The Wife and the Widow
- Author: Christian White
- Language: English
- Genre: Crime novel
- Publisher: Affirm Press
- Publication date: September 2019
- Publication place: Australia
- Media type: Print
- Pages: 320 pp.
- Awards: 2020 Ned Kelly Award for Best Novel, winner
- ISBN: 9781925712858

= The Wife and the Widow =

2019 novel by Australian author Christian White

The Wife and the Widow is a 2019 crime novel by the Australian author Christian White.

It was the winner of the 2020 Ned Kelly Award for Best Novel.

==Summary==

Most of the action of this Australian crime novel occurs on the fictional Victorian island of Belport which lies a short ferry ride off the coast of the Bellarine Peninsula. As the novel's title suggests it follows two main story threads: one concerning the widow, Kate Keddie, and the other the wife, Abby Gilpin.

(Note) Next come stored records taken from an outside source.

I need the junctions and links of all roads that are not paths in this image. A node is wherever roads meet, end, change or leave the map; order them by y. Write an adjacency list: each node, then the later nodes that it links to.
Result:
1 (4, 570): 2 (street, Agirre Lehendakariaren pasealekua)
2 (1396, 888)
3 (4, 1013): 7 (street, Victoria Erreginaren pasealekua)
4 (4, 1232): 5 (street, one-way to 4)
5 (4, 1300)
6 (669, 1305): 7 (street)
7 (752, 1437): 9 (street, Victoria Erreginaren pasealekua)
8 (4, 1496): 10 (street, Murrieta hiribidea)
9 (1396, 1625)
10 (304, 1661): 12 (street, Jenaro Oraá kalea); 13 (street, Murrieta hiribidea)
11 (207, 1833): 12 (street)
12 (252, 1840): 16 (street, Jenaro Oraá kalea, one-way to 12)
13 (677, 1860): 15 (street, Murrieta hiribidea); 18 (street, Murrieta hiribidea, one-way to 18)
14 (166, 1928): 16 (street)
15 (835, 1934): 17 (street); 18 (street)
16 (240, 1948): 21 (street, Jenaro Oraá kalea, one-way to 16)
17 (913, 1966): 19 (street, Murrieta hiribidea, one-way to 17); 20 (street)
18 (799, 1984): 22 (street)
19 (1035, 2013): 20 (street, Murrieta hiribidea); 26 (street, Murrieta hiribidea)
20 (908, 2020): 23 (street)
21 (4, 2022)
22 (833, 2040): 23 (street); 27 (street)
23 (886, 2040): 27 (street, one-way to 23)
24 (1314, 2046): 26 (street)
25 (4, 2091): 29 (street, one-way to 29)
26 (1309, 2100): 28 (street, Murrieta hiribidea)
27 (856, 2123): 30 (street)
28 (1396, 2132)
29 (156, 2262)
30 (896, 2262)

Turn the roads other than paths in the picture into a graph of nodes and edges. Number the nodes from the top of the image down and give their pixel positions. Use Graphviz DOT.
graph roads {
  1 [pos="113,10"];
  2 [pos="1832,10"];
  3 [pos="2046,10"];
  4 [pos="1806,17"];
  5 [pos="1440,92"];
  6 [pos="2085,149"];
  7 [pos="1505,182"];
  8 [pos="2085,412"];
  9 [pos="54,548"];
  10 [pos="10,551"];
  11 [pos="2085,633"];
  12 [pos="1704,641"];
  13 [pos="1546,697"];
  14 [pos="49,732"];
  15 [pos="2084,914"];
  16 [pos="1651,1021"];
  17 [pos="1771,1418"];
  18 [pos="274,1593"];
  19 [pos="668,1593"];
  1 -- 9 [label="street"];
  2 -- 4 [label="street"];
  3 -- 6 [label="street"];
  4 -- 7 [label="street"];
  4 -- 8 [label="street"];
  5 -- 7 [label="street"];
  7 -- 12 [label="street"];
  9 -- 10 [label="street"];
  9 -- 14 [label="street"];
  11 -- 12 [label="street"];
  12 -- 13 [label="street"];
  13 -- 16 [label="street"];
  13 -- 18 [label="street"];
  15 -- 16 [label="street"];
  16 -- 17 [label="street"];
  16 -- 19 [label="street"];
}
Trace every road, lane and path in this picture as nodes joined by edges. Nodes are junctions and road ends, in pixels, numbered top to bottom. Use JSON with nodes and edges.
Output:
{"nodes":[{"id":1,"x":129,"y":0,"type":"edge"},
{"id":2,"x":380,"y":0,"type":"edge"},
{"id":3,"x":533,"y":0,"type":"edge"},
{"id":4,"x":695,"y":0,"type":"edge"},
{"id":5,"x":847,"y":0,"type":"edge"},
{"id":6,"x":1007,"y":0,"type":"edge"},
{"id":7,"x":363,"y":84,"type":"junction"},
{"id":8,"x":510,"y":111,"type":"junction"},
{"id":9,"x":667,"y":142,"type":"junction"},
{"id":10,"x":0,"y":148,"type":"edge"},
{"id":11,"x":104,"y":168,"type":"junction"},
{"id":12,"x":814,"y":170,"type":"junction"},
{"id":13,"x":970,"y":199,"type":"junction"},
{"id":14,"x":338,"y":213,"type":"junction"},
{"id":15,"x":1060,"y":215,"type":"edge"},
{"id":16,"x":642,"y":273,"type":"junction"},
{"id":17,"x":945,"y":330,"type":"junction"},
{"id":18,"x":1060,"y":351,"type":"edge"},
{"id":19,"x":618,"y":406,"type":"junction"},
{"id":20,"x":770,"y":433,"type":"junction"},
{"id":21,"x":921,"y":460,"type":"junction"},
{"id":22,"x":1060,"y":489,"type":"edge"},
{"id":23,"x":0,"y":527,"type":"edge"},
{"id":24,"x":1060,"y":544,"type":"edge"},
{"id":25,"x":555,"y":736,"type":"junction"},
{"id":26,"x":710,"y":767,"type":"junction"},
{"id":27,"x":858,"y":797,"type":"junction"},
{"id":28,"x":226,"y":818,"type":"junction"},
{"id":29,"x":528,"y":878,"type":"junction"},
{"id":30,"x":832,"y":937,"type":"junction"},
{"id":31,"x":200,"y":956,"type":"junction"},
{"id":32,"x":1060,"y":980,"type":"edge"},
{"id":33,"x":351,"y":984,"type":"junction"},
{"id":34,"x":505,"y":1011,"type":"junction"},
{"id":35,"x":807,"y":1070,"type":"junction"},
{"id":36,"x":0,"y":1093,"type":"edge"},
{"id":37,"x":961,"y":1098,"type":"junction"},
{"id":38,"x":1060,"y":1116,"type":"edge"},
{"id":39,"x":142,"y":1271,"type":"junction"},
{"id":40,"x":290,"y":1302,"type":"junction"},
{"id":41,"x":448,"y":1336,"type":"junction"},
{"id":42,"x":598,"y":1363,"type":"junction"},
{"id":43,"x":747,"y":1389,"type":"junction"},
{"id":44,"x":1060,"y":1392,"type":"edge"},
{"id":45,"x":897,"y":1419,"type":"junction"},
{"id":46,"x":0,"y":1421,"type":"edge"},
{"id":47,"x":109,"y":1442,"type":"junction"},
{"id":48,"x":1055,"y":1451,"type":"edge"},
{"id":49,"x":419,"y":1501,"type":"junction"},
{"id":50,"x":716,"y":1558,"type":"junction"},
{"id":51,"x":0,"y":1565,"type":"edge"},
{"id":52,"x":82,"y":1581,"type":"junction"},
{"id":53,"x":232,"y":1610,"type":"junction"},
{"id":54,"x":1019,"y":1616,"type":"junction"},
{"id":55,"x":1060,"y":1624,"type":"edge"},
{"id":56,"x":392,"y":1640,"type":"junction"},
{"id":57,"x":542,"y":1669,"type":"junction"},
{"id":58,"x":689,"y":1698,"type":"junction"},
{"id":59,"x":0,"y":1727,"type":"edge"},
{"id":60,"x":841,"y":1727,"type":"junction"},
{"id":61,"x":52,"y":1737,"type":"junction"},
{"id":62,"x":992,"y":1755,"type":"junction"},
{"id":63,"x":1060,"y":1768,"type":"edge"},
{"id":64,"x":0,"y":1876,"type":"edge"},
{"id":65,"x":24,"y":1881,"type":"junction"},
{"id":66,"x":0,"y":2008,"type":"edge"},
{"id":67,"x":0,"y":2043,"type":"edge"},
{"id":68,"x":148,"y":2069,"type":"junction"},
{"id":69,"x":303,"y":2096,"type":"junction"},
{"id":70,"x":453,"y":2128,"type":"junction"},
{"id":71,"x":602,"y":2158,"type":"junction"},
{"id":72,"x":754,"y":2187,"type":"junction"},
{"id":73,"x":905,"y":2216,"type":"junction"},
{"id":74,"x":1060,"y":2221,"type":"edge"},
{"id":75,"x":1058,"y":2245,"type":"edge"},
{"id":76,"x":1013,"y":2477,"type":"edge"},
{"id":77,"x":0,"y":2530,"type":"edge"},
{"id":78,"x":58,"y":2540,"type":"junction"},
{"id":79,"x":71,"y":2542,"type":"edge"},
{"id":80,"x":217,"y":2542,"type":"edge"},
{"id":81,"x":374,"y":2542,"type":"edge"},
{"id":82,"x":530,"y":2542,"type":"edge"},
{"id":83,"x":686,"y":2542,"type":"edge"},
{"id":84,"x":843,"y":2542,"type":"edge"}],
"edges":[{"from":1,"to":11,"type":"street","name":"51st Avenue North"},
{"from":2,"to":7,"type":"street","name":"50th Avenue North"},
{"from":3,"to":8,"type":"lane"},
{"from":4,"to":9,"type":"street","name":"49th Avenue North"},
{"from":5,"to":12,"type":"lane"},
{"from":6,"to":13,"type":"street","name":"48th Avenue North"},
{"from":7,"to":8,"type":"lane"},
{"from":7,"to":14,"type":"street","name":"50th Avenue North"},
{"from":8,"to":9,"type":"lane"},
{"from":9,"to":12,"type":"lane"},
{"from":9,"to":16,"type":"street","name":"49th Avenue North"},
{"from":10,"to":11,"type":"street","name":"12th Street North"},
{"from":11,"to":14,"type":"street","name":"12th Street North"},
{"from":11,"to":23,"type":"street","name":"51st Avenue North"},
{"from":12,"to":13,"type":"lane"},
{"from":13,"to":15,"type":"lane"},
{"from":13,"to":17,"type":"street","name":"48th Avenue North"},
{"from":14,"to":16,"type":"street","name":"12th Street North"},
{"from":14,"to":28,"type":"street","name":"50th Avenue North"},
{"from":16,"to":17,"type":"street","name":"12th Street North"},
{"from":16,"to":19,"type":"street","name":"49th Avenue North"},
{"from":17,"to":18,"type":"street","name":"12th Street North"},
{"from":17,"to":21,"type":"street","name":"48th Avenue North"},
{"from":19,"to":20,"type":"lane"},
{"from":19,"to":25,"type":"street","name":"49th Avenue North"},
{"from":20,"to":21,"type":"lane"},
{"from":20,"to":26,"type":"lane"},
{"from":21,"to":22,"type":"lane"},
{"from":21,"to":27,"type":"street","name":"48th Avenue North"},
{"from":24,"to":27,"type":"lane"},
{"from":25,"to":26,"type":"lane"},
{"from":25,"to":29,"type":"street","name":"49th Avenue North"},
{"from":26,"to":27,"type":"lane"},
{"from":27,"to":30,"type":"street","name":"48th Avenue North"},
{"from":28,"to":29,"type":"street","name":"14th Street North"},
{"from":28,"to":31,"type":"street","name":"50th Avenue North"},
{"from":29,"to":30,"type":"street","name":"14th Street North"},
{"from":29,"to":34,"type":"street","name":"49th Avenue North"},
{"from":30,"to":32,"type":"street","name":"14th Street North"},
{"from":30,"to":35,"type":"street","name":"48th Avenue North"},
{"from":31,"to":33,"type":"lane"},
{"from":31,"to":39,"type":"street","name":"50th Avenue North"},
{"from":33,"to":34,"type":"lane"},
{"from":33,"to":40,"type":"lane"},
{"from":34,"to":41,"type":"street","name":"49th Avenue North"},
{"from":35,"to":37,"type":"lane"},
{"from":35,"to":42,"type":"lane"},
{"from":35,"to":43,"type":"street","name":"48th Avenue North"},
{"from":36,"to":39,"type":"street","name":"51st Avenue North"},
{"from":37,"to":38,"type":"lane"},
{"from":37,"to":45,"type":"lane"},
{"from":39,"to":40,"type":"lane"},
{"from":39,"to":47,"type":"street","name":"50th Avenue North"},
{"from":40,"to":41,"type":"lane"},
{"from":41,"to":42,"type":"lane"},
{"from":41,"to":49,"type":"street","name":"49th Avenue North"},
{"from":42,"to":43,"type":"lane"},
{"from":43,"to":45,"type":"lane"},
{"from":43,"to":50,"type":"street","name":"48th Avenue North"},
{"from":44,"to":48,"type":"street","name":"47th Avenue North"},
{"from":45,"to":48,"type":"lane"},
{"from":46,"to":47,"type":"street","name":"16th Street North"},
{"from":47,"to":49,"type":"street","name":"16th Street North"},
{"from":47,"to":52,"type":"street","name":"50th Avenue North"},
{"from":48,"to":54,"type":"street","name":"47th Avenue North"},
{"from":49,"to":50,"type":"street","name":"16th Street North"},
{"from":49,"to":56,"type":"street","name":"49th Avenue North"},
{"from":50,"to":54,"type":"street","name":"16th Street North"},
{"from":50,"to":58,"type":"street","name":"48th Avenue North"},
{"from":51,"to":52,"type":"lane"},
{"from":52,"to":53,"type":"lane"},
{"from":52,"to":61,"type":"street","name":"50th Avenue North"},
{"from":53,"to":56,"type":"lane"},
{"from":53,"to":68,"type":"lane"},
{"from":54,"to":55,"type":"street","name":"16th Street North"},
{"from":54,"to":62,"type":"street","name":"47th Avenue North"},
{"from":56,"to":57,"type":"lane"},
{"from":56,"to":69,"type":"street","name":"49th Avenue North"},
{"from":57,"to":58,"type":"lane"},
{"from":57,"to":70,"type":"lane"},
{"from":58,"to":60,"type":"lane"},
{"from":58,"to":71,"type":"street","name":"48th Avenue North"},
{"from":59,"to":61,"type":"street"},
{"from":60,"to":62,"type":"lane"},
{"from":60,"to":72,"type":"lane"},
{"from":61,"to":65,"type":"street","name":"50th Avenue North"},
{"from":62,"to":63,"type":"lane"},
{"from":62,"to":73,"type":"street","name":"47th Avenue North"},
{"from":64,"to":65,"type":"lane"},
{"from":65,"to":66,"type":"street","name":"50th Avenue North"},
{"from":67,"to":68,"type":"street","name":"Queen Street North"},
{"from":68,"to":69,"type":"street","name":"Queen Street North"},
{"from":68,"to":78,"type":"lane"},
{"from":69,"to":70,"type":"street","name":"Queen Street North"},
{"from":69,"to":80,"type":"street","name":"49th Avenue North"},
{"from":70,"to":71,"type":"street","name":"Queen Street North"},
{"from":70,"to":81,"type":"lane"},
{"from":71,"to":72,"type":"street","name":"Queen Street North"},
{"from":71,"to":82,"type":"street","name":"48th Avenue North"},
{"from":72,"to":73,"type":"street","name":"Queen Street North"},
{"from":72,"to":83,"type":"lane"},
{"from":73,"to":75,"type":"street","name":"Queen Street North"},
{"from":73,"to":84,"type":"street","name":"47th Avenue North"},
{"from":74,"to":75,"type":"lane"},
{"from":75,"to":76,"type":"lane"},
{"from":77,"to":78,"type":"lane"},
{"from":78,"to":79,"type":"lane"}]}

Kate's husband John fails to return to Melbourne from a London medical conference. During the fortnight that he has been away he has kept in contact with his Australian family via Skype. As the days progress Kate comes to realise that her husband has left his job in a palliative care clinic, and, most likely, hasn’t been in London at any sort of conference at all. A missing-person report is lodged with the local police and Kate receives an alarm from a security firm monitoring her holiday home on the island. John's body is found and the investigation into his murder will come to dominate Kate's life.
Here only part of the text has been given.